> _Required work_:
Exactly how many lines in the data below contain the string "北大日竜田線"? Give that number and nothing else.
• • • •
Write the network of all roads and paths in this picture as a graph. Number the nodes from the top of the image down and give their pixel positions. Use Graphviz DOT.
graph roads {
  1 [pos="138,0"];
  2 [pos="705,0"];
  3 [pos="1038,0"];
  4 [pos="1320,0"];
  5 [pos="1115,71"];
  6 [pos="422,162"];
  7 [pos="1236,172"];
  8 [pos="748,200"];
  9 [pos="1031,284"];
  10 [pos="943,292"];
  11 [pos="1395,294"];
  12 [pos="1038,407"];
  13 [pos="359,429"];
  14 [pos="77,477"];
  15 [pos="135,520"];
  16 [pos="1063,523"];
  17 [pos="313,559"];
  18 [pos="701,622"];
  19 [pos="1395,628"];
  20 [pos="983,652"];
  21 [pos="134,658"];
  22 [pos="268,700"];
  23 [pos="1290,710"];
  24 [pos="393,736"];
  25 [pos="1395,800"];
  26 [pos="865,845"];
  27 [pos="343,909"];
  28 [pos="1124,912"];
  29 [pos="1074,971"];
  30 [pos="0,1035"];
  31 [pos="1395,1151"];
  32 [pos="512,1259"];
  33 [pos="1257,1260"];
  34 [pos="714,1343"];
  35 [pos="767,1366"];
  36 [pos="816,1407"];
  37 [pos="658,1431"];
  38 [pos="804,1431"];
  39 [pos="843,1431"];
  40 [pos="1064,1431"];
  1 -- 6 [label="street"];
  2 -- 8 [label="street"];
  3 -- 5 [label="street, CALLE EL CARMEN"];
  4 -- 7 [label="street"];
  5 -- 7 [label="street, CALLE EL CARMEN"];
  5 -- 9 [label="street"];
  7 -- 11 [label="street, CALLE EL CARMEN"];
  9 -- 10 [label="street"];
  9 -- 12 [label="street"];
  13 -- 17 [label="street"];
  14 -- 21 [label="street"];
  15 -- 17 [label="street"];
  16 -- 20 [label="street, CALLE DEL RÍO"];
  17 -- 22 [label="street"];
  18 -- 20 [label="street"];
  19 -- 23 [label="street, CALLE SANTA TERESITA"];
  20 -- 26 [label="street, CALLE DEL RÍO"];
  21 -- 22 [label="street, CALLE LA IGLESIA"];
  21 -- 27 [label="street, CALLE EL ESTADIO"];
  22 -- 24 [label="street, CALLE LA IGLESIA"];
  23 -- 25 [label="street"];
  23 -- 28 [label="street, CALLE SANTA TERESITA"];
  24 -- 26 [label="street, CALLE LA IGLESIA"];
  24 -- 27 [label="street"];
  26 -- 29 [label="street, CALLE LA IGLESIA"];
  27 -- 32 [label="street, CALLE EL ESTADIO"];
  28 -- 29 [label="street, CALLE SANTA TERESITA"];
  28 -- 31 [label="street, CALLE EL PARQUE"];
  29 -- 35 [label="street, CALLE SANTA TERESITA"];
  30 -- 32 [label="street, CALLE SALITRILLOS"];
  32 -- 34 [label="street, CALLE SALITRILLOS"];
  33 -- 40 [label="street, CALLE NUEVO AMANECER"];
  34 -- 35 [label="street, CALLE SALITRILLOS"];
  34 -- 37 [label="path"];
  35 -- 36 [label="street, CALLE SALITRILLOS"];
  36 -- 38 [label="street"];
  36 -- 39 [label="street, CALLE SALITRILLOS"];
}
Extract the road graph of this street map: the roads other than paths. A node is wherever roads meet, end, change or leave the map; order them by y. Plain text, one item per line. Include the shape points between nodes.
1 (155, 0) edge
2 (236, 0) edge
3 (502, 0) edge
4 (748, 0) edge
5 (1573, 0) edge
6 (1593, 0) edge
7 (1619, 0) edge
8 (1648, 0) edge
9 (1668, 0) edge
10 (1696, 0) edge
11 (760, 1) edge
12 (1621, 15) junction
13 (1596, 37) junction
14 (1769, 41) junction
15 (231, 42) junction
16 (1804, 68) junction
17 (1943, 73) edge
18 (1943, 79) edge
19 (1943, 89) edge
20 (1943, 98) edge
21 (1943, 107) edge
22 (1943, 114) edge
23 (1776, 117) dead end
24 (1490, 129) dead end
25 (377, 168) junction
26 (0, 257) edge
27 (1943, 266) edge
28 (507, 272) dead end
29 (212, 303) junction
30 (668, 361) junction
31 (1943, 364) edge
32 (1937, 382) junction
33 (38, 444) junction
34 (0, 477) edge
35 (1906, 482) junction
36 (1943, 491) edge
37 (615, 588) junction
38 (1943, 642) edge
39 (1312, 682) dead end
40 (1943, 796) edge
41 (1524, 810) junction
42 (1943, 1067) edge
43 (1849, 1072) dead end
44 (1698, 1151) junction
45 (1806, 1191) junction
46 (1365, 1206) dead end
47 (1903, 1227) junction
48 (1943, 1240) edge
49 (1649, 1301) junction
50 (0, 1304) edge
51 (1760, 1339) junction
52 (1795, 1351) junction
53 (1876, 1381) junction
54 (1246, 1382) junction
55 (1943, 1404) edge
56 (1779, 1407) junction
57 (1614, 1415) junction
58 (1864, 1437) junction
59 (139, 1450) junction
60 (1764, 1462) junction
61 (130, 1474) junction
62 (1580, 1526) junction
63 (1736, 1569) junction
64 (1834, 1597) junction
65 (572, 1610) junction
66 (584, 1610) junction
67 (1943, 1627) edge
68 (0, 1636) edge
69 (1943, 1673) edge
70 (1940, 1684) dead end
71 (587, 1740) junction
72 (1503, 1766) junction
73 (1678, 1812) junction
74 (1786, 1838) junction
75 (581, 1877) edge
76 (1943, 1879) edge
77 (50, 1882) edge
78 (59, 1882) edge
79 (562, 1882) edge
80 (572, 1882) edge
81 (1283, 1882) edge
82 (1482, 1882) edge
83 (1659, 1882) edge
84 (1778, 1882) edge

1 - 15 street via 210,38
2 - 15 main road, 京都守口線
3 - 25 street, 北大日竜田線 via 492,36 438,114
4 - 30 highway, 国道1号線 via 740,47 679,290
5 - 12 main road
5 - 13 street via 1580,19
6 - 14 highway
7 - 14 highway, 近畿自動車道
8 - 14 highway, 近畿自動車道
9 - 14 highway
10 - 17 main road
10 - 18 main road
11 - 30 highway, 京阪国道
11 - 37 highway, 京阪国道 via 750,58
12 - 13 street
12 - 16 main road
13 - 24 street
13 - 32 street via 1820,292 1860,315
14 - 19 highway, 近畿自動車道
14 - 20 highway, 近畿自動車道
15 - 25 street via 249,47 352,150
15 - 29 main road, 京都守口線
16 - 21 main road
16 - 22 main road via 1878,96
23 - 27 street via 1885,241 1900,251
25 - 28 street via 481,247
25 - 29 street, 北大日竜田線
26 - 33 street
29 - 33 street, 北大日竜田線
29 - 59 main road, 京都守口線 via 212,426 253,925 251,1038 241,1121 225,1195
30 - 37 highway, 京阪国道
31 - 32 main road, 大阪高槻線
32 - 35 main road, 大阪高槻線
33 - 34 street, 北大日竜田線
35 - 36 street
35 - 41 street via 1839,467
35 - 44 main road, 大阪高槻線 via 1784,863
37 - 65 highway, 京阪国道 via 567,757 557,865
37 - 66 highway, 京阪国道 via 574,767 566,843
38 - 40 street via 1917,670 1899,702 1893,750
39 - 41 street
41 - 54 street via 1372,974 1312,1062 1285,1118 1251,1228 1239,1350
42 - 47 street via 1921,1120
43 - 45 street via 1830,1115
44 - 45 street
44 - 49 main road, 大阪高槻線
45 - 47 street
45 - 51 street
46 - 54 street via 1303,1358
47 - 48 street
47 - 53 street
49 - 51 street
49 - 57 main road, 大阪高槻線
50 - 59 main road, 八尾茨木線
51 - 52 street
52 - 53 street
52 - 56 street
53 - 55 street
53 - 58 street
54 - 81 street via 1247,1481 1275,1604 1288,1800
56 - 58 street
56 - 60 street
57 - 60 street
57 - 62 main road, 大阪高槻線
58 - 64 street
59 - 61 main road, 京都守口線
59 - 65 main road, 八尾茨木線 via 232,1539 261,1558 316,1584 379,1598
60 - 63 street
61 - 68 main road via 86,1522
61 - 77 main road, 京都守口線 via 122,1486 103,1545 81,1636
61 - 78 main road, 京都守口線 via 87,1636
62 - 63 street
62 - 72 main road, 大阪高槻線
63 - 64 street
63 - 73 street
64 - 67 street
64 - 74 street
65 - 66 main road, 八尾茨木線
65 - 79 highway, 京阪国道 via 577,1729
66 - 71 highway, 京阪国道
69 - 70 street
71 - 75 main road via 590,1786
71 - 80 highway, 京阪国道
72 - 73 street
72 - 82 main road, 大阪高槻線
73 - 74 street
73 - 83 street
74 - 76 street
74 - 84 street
• • • •
> _Solution_:
4